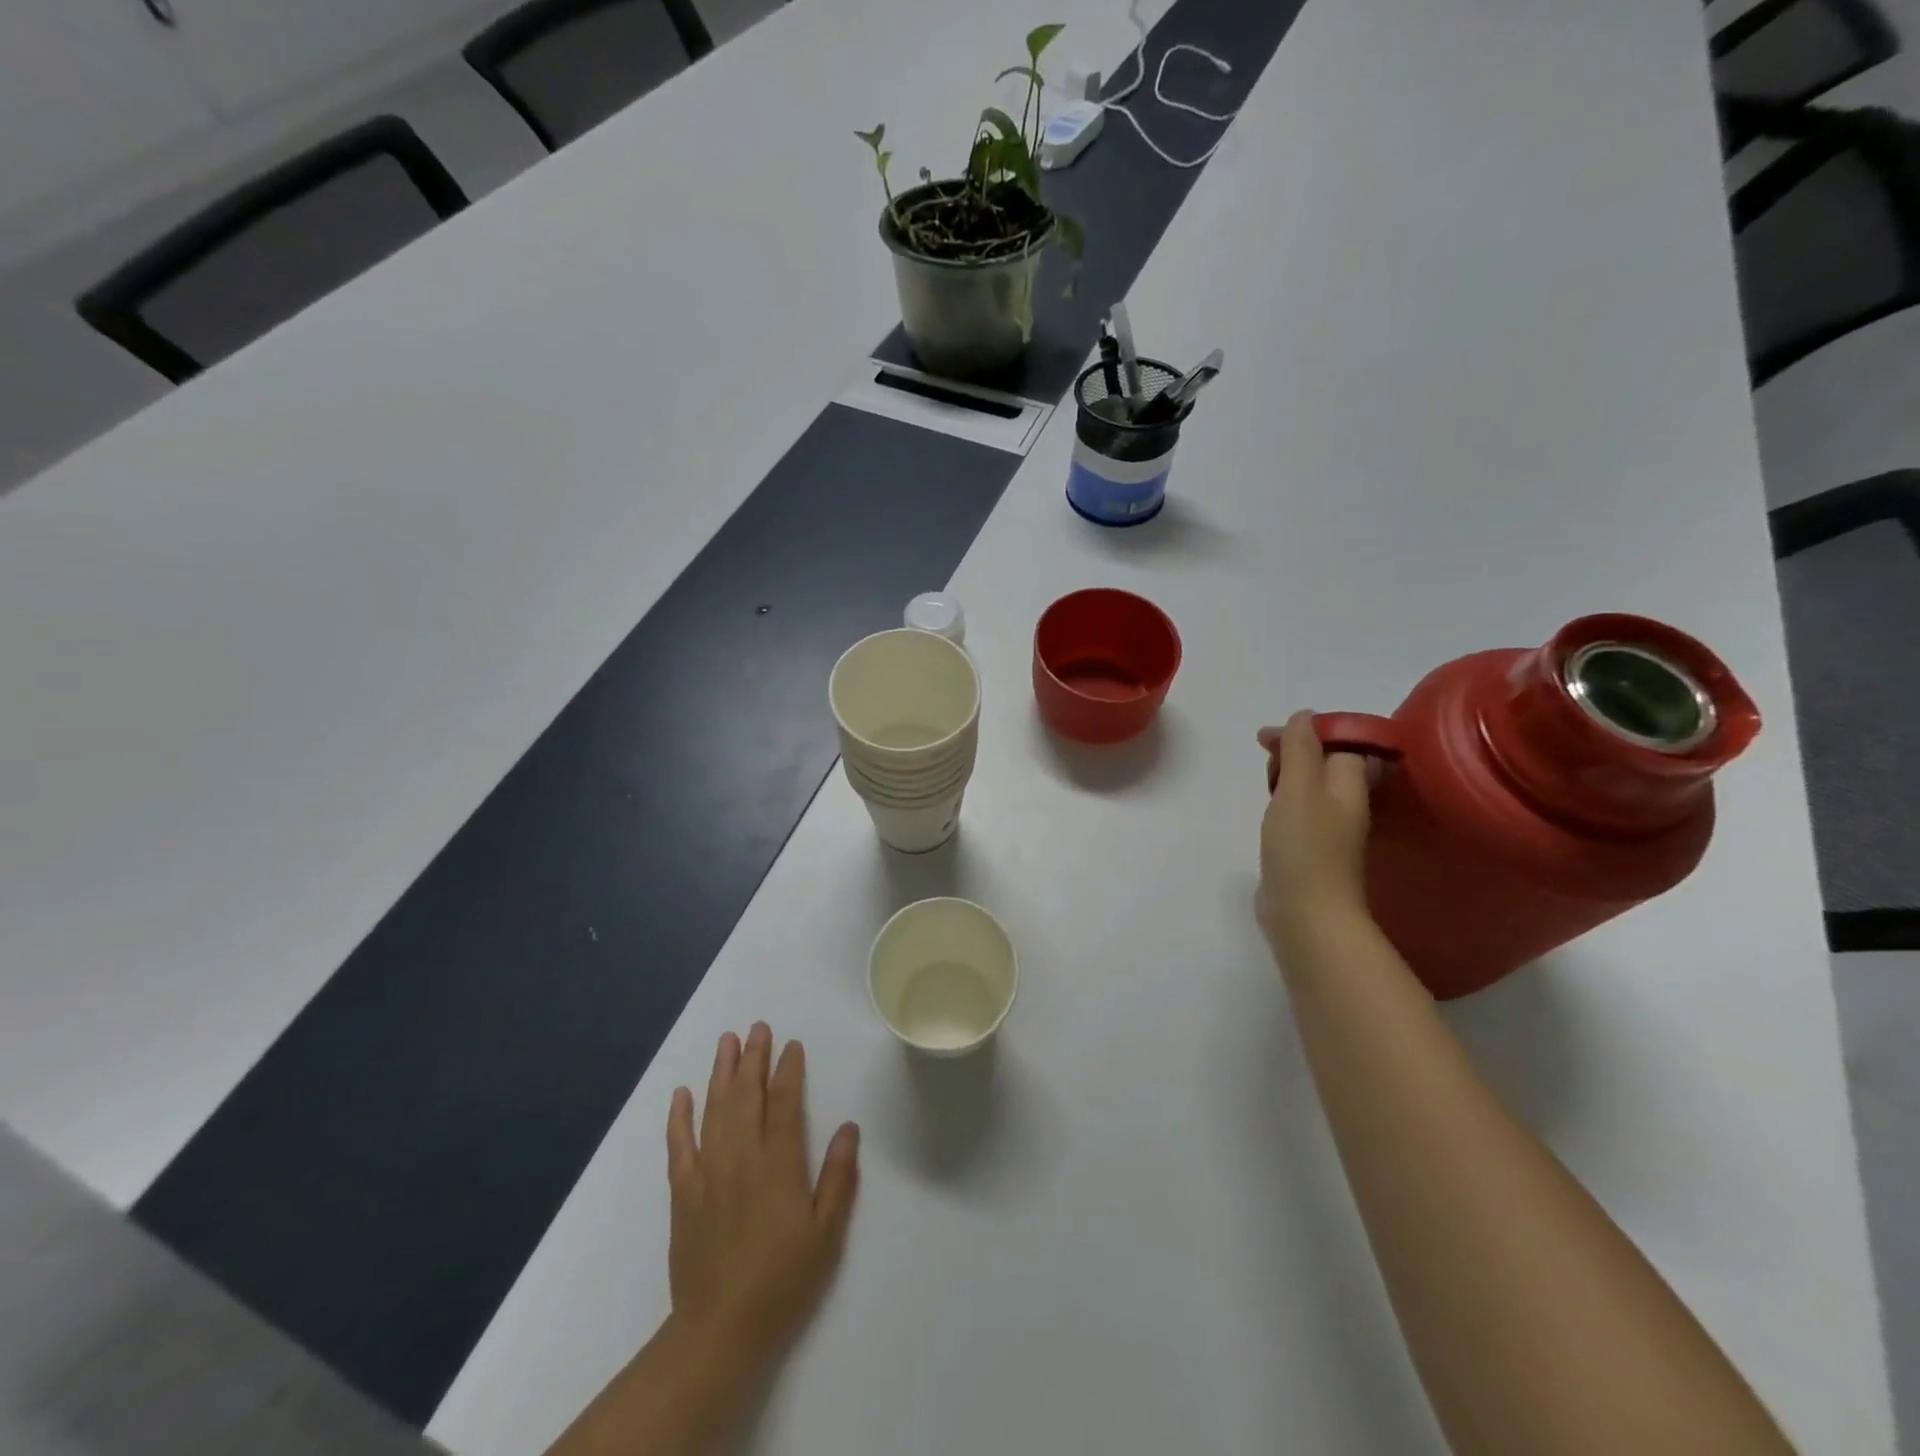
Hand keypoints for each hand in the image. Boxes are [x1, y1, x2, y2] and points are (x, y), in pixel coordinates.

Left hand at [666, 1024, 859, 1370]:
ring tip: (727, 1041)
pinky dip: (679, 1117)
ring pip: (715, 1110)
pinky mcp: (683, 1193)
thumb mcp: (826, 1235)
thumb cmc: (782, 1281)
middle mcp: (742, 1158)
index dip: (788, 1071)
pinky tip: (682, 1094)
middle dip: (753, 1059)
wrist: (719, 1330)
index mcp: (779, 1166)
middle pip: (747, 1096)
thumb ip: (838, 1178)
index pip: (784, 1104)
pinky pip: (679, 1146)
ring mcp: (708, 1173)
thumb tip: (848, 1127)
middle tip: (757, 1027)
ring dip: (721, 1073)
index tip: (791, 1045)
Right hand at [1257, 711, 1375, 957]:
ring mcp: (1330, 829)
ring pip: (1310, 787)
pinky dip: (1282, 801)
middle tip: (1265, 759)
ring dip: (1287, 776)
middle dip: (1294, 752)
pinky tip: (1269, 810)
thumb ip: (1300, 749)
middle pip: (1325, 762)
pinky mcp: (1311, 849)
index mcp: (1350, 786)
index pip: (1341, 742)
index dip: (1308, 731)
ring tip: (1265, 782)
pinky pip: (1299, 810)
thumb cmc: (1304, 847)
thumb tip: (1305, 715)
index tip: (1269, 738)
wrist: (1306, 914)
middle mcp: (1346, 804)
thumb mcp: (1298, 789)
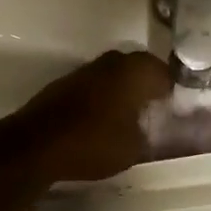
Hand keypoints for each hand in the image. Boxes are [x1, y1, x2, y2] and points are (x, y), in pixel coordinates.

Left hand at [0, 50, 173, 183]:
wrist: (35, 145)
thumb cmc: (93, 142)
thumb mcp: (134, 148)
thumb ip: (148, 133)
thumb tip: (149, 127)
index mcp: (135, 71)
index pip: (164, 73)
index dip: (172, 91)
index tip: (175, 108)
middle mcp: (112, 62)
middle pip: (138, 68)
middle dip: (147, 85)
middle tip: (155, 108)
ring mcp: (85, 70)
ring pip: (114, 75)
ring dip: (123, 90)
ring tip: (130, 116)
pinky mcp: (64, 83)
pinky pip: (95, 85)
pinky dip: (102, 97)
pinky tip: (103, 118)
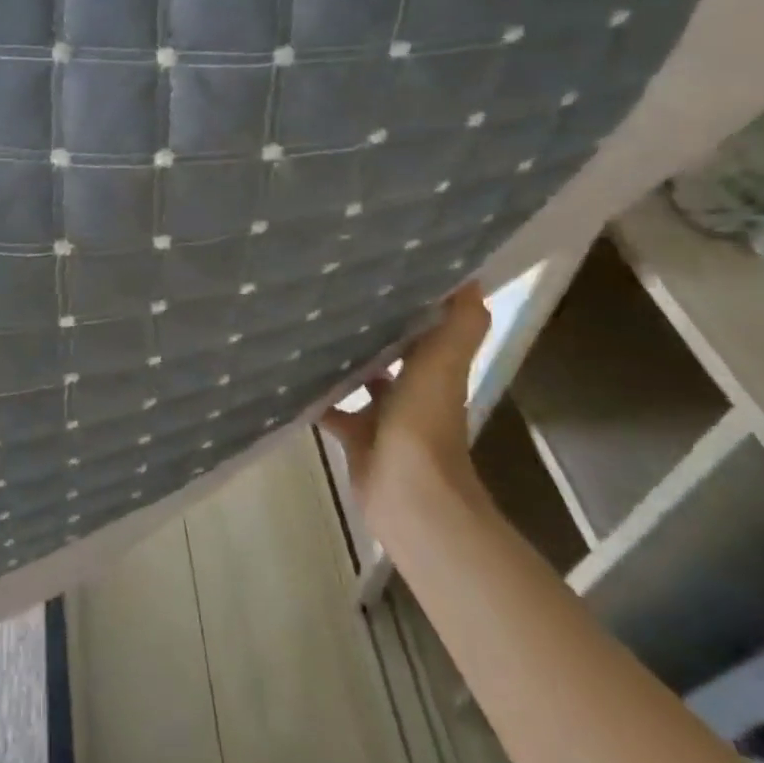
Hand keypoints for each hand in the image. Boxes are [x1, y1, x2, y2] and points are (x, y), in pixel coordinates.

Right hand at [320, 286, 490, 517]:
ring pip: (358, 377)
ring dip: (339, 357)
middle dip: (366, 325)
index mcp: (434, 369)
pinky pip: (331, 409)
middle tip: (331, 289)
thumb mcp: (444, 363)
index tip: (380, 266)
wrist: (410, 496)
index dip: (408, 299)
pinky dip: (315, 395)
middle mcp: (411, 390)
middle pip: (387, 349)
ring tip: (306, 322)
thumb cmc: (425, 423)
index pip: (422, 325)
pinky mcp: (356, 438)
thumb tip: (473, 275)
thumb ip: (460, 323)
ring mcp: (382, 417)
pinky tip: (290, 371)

----------------------------------------

→ Work request
Produce an exact reproduction of the listing above, limited to the lines starting at the line with "middle pip: (1325, 762)" and ending at the line with "ring pip: (358, 377)", both kept, with every picture left out.

→ Exercise solution
middle pip: (1325, 762)
pinky mcp: (1311, 849)
index mcp: (1350, 786)
index pip: (1341, 742)
index dip: (1308, 731)
ring tip: (1265, 782)
pinky pip: (1299, 810)
thumb cmc: (1304, 847)
thumb tip: (1305, 715)
index tip: (1269, 738)
wrist: (1306, 914)
middle mcp: (1346, 804)
thumb mcp: (1298, 789)
Hand keypoints for each hand in the image. Boxes are [x1, y1, x2, y2] and points are (x, y), in pixel coordinates.

Left hand at [0, 50, 173, 183]:
wrist: (35, 145)
thumb cmc: (93, 142)
thumb mcp: (134, 148)
thumb ip: (148, 133)
thumb tip: (149, 127)
index mcp: (135, 71)
index pip: (164, 73)
index dip: (172, 91)
index tip: (175, 108)
middle mcp: (112, 62)
middle pip: (138, 68)
middle dip: (147, 85)
middle tip: (155, 108)
ring mcp: (85, 70)
ring pip: (114, 75)
ring dip: (123, 90)
ring tip: (130, 116)
pinky mcp: (64, 83)
pinky pip: (95, 85)
pinky dip: (102, 97)
pinky tip: (103, 118)
Hand keypoints for each hand in the image. Boxes are [x1, y1, x2, y2] and points are (x, y), in pixel coordinates.

Right hand at [320, 286, 490, 517]:
ring pip: (358, 377)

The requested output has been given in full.